We also don’t sell things that we don’t have in stock right now. On the rare occasion that we offer items for pre-order such as seasonal items, we wait until that item is in stock to ship the entire order.
Shipping is also very expensive for small businesses, so we naturally try to pack everything as efficiently as possible. Not only does it give us more reasonable shipping rates, but a smaller package takes up less space so the CO2 footprint is lower.
At checkout, we offer various shipping methods and speeds. Our standard economy and free shipping method uses ground shipping which has produced the least amount of emissions. Express shipping and refrigerated shipping is almost always carried out via airfreight and thus has a higher carbon footprint.
We ship plastic free wherever possible. Our shipping boxes are made out of 100% recycled and recyclable content. To protect the contents, we use 100% recyclable, compostable and biodegradable wrapping paper, rather than oil-based bubble or foam wraps.
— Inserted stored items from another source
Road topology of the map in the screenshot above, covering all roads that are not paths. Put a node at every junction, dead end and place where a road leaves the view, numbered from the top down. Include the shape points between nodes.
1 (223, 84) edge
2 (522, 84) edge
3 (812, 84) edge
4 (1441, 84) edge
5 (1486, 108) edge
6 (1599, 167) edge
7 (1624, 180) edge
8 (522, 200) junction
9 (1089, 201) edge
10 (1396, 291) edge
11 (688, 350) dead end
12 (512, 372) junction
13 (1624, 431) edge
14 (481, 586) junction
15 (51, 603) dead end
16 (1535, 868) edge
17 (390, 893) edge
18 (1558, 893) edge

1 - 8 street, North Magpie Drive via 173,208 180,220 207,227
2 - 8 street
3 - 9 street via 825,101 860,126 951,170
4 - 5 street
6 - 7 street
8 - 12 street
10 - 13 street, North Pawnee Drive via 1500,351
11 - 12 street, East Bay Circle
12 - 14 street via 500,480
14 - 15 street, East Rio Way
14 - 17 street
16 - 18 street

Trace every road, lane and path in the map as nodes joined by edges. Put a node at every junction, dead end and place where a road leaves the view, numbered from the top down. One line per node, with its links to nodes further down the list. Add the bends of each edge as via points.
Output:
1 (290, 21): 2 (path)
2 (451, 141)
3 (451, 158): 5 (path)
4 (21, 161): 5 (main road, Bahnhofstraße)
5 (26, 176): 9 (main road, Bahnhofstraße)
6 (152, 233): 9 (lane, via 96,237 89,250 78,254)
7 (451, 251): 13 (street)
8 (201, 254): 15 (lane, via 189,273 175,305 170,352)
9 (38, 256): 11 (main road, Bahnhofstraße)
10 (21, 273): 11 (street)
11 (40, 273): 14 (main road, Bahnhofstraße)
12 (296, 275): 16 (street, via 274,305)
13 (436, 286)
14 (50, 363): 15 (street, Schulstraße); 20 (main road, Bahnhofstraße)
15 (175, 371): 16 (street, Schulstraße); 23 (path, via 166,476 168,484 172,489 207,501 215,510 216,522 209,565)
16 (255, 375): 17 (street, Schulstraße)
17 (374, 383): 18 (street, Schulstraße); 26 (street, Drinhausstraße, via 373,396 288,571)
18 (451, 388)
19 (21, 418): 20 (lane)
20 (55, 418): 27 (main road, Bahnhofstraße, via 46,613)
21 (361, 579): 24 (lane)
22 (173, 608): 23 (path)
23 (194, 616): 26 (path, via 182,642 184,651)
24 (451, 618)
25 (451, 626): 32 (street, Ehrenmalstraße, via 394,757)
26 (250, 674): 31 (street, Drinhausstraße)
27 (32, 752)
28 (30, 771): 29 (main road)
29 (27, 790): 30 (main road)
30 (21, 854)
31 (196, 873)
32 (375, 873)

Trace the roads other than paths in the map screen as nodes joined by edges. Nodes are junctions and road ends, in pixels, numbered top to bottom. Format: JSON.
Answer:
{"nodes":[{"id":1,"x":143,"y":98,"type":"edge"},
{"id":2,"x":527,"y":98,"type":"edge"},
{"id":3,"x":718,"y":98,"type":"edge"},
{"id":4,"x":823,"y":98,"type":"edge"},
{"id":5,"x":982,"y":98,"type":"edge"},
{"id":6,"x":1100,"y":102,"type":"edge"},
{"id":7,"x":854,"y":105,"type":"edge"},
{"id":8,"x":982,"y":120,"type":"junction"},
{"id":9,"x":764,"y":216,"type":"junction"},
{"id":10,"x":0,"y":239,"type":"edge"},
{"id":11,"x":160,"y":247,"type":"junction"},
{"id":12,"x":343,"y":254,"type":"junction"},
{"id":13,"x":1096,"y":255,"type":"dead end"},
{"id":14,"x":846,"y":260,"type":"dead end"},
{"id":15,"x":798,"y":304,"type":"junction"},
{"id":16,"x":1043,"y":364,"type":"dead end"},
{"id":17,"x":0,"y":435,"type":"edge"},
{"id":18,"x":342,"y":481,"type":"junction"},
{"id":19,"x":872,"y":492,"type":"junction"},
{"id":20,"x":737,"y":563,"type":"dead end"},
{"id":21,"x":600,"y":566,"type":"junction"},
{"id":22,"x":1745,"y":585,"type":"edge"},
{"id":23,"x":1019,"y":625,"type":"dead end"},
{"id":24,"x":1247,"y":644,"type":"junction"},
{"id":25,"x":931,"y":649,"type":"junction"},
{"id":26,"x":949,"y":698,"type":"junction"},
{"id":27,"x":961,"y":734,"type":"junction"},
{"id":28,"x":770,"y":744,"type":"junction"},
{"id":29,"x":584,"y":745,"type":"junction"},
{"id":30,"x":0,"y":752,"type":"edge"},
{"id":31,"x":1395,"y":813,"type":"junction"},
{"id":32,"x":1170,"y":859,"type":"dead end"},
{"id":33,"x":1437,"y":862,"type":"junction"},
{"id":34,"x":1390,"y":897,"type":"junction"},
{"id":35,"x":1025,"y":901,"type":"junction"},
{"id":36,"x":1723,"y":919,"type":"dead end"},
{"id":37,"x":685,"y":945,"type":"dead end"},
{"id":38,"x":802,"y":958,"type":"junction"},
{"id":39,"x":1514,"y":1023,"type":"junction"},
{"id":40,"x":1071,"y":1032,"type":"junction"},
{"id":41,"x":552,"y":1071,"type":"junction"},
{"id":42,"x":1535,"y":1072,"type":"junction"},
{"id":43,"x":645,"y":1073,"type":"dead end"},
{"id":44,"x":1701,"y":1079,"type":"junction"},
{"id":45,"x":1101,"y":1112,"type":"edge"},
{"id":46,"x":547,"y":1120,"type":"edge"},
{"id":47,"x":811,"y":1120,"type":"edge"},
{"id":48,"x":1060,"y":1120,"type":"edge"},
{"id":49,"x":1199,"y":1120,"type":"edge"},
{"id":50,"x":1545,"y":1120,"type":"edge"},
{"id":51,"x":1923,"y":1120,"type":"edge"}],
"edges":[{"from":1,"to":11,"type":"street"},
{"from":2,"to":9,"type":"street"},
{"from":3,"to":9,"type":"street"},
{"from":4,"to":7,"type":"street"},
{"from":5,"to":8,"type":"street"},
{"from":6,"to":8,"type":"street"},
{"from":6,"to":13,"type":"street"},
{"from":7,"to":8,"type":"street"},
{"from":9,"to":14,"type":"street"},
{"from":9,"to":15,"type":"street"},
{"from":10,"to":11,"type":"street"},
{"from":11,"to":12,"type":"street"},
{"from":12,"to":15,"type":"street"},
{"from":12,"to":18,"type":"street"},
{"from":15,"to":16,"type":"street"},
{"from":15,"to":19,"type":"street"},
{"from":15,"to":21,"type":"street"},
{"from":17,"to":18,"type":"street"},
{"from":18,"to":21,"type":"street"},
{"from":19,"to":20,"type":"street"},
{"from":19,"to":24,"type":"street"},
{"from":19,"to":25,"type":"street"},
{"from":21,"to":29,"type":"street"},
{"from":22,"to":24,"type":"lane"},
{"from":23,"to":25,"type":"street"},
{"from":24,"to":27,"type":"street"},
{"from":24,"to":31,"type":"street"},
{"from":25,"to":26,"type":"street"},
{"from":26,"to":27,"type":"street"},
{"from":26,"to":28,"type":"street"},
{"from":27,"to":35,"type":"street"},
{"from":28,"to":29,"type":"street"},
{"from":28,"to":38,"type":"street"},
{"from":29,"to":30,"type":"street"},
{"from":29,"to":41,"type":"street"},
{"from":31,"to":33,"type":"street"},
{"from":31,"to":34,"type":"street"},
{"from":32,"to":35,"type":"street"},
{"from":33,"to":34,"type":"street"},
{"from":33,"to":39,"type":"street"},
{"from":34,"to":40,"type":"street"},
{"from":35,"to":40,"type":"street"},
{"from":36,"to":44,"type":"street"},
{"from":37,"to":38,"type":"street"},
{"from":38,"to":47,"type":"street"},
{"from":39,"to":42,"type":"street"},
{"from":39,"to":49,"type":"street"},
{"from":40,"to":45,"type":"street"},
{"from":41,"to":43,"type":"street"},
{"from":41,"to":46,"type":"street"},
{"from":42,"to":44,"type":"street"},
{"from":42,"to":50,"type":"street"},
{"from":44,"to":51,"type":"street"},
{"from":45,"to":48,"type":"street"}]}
Our gift baskets ship with a wood derived crinkle which is also compostable and biodegradable. Compared to paper-based crinkle we found it to be more efficient, so we can use less to give your gift basket the same protection.
Basically if there’s plastic on or in your package, it’s something that we received from our vendors and have decided to reuse.
Our custom tissue paper and paper-based stickers are printed by No Issue with toxin-free and biodegradable soy ink.
Reducing Food Waste
Food waste isn’t just a household issue, in fact, Canadian businesses account for double the food waste compared to consumers. That’s why we’re working to reduce our contribution as much as possible, through a number of ways.
We don’t have a physical store, so we don’t need to order excess products to fill shelves or giant displays to attract customers.
We order responsively – We only purchase what we think will actually sell and don’t over-order products, especially not perishable items.
If we do have items that are about to go past their best before dates, we offer them to our customers at a reduced rate. A best before date in Canada is a freshness indicator and doesn’t mean that the product has expired, especially not for shelf stable products such as cookies or crackers.
Lastly, we donate what doesn’t sell to local food banks.